Comment by NoboruWataya

Comment by NoboruWataya 5 days ago

9 replies

Exactly my experience but with GnuCash. I used to do it weekly, if you miss one or even two or three weeks it's not too bad, but beyond that the effort required to catch up just snowballs. It's also been about a year since I've imported. I've been meaning to get around to reviving it, and the only way I can imagine doing it is to break it up into smaller chunks, like uploading one month at a time over a few days.

candiddevmike 5 days ago

Or just start over on the day (or month) you decide to import.

As someone who wrote a budgeting app, historical data > 1 year is a lot less useful than most folks realize. I would say at least 80% of folks never look back further than 6 months. It's not even worthwhile for comparing YoY as your lifestyle, the economy, etc change so much.

I ended up adding per-transaction opt-out roll up functionality for this reason, effectively squashing transactions into monthly and yearly budget summary transaction. Saved a ton of space with little loss of granularity.

  • Spooky23 4 days ago

    Years ago when I helped people with random computer stuff (circa 2002), I had a client who’d run into trouble with Quicken because they had about 20 years of historical data.

    It was so weird to me - they were paying me hundreds of dollars so that they could reference their water bill in 1987. I have my own irrational tendencies like this, of course, but still seemed weird.

  • NoboruWataya 4 days ago

    I agree that data much older than a year is less useful, but to me, historical data going back about a year is quite useful. The main time that my records are practically useful is when I need to file a tax return, which obviously requires a year's worth of data. Beyond that, I find it quite useful to track changes in spending, earning and investments over time.
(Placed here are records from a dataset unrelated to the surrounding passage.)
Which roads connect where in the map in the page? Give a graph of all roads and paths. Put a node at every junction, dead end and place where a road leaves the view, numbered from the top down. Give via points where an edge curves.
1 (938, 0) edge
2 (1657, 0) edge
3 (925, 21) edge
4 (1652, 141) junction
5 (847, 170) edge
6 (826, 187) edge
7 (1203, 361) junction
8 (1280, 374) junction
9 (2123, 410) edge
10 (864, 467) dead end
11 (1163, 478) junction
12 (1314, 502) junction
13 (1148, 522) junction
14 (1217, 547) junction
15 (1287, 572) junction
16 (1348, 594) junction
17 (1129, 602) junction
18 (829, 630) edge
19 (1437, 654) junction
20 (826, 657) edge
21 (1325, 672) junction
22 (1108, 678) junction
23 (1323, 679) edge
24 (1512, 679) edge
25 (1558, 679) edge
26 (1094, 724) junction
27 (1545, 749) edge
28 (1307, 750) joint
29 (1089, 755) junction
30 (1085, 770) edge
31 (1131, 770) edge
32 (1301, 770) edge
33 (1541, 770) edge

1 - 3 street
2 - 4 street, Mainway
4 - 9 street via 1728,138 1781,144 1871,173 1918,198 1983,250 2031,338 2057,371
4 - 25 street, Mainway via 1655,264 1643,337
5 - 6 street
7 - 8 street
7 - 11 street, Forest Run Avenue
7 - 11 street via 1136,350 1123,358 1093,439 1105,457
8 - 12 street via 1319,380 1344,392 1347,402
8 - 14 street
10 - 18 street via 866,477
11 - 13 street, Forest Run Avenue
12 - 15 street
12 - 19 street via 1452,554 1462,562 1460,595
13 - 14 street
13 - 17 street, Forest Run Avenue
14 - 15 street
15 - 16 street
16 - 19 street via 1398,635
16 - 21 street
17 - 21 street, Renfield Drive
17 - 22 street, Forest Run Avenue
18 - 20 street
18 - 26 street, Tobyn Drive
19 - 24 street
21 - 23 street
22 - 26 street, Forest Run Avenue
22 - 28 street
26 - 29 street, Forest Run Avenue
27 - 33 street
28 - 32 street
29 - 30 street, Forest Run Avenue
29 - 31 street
  • freddie_mercury 4 days ago

    This was one of YNAB's big "innovations" and wasn't even technical, just social: normalising "starting over" and not fetishing historical data.

koolba 5 days ago

Just do what any real accountant does, true up the balance, throw the difference in a suspense account, and go grab a pint.

marcosdumay 4 days ago

Add an "error" account, put transactions there so that your transaction accounts have the correct value, and focus on inputting current data.

If for some reason you care about your historical data enough to import it, you can add new transactions into "error" to subtract whatever part of it they are responsible for. If the account reaches zero, you can even cheat and delete all transactions.

  • samus 3 days ago

    GnuCash actually does that after an import. Sure, one can use the nice reconcile flow, but for importing lots of data I prefer slowly working through the bank statement at my own place, paired with occasional sanity checks.

racked 5 days ago

What is the bottleneck in your experience? I have around 100 transactions a month spread across various banks and providers. My experience is this:

I spent about a week defining a procedure to export all statements into CSV, converting the CSV into a Gnucash-friendly format where needed with some GPT3-authored PHP scripts. Once a month I do an import into Gnucash and the process takes at most 2 hours.

  • NoboruWataya 4 days ago

    There are various frictions. I use multiple different banks, credit cards and investment platforms (partially due to my life being split between two countries). Each of them has their own clunky manual process for downloading statements (including MFA). The statements are in different formats. On the most recent version of GnuCash that I used I experienced weird bugs with the CSV importer which meant it would sometimes crash when I tried to use preset rules.

    Classifying transactions is probably the biggest time sink. GnuCash's auto-categorise feature is somewhat helpful but requires a lot of manual intervention and honestly I spent a lot of time just trying to figure out what a particular expense related to (often the note on my bank statement is not helpful).

    Ultimately, 2 hours per month is probably about what it took me as well. But x12 that's 24 solid hours of importing. And once you go back a few months it probably takes longer because it is more difficult to recall what particular expenses were for.